Because of hacking concerns, the Democratic National Committee scrapped the Iowa party’s plan to hold a virtual caucus in which those unable to attend in person could use smartphones to record their preferences. Party officials said the risks posed by the reporting apps were much lower than with electronic voting.

The state parties worked with the technical team at the DNC to vet developers and design security protocols around the use of the app.

The Belfer Center at the Harvard Kennedy School of Government conducted simulation and training exercises with Iowa officials that included scenarios in which there were problems with a mobile reporting app. The training emphasized the importance of using authentication, secure networks to transmit data and encryption to guard against attacks.

“I do think that we need to give the Iowa team a lot of credit for how seriously they looked at all these issues,” said Eric Rosenbach, co-director of the Belfer Center.
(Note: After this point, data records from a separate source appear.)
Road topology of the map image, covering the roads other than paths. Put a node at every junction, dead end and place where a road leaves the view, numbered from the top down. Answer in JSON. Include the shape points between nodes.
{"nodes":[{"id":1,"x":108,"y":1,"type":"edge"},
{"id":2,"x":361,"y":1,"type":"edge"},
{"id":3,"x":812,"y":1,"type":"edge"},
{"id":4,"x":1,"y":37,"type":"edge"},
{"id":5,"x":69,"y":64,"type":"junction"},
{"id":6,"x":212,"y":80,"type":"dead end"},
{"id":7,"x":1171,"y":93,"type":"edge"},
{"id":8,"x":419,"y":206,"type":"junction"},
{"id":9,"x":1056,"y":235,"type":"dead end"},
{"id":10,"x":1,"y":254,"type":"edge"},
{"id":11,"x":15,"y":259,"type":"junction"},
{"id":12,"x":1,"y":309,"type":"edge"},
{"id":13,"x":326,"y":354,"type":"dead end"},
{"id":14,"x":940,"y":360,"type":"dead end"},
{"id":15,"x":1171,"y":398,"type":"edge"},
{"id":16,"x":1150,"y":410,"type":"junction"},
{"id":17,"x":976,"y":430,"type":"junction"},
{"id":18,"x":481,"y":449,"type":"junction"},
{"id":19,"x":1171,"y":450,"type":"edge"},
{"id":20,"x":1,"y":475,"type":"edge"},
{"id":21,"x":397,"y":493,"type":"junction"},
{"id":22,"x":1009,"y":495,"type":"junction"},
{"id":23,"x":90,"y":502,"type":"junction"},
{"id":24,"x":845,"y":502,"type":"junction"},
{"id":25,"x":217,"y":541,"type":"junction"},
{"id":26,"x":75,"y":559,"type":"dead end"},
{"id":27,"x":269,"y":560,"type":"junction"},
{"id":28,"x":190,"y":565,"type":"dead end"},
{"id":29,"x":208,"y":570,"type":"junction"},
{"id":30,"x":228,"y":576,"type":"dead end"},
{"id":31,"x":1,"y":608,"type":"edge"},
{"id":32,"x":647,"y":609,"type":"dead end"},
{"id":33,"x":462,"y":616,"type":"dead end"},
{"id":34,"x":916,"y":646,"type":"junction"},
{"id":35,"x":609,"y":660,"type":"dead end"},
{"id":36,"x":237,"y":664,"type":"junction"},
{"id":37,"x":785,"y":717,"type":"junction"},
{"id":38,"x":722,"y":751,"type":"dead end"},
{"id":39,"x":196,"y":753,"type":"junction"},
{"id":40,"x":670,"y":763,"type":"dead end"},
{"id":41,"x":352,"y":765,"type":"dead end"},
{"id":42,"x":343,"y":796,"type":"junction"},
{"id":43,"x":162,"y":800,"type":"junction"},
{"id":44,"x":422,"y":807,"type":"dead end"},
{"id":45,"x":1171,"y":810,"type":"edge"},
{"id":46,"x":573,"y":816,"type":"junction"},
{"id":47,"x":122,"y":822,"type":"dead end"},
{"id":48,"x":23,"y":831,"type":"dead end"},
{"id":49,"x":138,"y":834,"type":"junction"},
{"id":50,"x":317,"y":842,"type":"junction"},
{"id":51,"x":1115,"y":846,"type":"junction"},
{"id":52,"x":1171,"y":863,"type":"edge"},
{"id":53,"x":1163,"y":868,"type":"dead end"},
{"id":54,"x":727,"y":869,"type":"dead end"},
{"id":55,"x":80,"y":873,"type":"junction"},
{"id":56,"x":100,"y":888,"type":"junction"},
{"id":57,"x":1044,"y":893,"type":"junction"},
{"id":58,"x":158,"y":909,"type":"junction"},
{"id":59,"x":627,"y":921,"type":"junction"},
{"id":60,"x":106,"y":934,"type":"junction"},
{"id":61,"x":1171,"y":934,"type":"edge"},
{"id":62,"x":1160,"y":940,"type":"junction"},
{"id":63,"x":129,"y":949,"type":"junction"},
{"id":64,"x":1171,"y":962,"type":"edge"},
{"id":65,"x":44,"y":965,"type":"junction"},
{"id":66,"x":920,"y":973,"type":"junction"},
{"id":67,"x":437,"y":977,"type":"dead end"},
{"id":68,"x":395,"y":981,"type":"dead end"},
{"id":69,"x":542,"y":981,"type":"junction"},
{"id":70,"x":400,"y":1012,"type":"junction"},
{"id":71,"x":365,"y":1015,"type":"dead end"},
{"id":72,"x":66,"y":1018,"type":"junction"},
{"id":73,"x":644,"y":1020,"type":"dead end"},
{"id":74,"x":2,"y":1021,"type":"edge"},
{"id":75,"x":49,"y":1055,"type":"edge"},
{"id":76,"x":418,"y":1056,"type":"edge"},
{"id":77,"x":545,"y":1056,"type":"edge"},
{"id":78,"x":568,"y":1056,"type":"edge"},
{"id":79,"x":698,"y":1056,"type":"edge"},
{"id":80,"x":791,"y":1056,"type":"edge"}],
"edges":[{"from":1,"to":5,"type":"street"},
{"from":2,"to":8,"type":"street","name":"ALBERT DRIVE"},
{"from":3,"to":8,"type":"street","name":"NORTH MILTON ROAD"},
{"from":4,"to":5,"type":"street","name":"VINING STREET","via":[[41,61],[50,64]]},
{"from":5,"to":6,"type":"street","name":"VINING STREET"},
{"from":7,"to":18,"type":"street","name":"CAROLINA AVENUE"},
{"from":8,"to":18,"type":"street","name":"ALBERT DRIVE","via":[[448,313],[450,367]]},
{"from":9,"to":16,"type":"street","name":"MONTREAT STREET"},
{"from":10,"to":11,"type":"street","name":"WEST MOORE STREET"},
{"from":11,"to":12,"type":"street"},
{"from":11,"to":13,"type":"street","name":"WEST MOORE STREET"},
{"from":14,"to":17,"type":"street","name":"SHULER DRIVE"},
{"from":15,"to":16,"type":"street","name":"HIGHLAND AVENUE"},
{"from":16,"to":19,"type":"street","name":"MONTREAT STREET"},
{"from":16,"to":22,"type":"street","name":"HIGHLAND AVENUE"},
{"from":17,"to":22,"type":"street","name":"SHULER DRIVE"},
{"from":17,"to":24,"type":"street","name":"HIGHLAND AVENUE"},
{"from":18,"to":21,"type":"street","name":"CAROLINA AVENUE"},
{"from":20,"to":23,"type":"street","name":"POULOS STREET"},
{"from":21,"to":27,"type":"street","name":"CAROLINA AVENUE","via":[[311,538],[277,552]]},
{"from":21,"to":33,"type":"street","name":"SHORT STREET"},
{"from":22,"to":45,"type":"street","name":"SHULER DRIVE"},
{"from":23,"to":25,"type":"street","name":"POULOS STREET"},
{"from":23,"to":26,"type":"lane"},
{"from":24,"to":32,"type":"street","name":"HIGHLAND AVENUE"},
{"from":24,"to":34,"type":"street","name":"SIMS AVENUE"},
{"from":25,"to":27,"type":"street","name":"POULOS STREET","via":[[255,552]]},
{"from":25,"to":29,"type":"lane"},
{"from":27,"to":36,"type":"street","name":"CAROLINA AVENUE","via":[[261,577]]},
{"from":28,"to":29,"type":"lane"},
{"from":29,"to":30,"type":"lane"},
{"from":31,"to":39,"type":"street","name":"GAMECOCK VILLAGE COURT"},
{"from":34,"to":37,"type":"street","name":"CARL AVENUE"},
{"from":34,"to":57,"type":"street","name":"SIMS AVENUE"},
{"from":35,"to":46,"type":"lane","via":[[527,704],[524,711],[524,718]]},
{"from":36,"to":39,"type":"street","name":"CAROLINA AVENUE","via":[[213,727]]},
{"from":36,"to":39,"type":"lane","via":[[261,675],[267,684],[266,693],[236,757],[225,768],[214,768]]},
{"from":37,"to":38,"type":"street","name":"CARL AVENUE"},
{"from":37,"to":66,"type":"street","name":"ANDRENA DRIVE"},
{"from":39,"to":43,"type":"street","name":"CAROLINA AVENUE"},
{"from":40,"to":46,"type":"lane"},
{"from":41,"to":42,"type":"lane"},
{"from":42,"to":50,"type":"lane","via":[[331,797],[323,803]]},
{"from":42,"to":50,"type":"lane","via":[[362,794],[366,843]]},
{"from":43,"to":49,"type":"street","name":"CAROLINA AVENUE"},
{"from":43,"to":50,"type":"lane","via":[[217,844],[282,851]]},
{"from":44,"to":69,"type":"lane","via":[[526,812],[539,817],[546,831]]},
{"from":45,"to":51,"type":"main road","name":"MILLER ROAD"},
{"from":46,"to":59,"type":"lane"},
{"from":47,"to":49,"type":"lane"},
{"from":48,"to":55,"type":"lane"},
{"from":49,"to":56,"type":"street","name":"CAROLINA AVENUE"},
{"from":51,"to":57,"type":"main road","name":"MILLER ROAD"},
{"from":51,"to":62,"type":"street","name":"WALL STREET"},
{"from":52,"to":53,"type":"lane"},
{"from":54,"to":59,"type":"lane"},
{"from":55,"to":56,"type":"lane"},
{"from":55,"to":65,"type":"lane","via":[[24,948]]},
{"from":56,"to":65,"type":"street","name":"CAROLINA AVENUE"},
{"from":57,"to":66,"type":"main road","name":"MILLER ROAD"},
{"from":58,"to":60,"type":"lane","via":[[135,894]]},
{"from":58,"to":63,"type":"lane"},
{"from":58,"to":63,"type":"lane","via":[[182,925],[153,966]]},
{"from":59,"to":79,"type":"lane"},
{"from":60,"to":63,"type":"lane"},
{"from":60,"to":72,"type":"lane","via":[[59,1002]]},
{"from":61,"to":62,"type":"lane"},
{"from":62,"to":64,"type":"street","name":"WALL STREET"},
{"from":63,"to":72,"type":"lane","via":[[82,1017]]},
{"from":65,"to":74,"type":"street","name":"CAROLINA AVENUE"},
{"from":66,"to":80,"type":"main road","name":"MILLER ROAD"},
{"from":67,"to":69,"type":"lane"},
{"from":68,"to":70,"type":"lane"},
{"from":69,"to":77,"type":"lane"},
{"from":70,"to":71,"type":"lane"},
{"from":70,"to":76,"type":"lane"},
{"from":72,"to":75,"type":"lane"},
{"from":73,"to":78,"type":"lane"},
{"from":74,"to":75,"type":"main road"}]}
DNC spokesman David Bergstein said national officials were coordinating with the Iowa party and the Department of Homeland Security “to run efficient and secure caucuses.” He said he is confident that state Democrats are “taking the security of their caucuses extremely seriously from all perspectives.”

Party officials said they would not be sending the app to precinct chairs for downloading until just before the caucus — to narrow the window for any interference. And while using the app is encouraged, precinct chairs still have the option of phoning in results.

Democrat Ruth Thompson, who will chair a Des Moines precinct, said she was not concerned about security risks related to the app.

“The Russians don’t care what’s on my phone,” she said. “I know we’ve got the app, but we have a paper backup. If there is a hack or something, there is the opportunity to correct it.”

Hacking fears aren’t new. In 2012, a video purporting to be from the hacking collective Anonymous called on supporters to “peacefully shut down” the Republican caucuses. In response, party leaders increased their security measures for the website where the results were posted.

Ultimately, it was old-fashioned data errors that tainted the results that year: The party chairman on caucus night declared Mitt Romney the winner by eight votes over Rick Santorum. Two weeks later, Santorum was declared the winner by 34 votes when results were certified.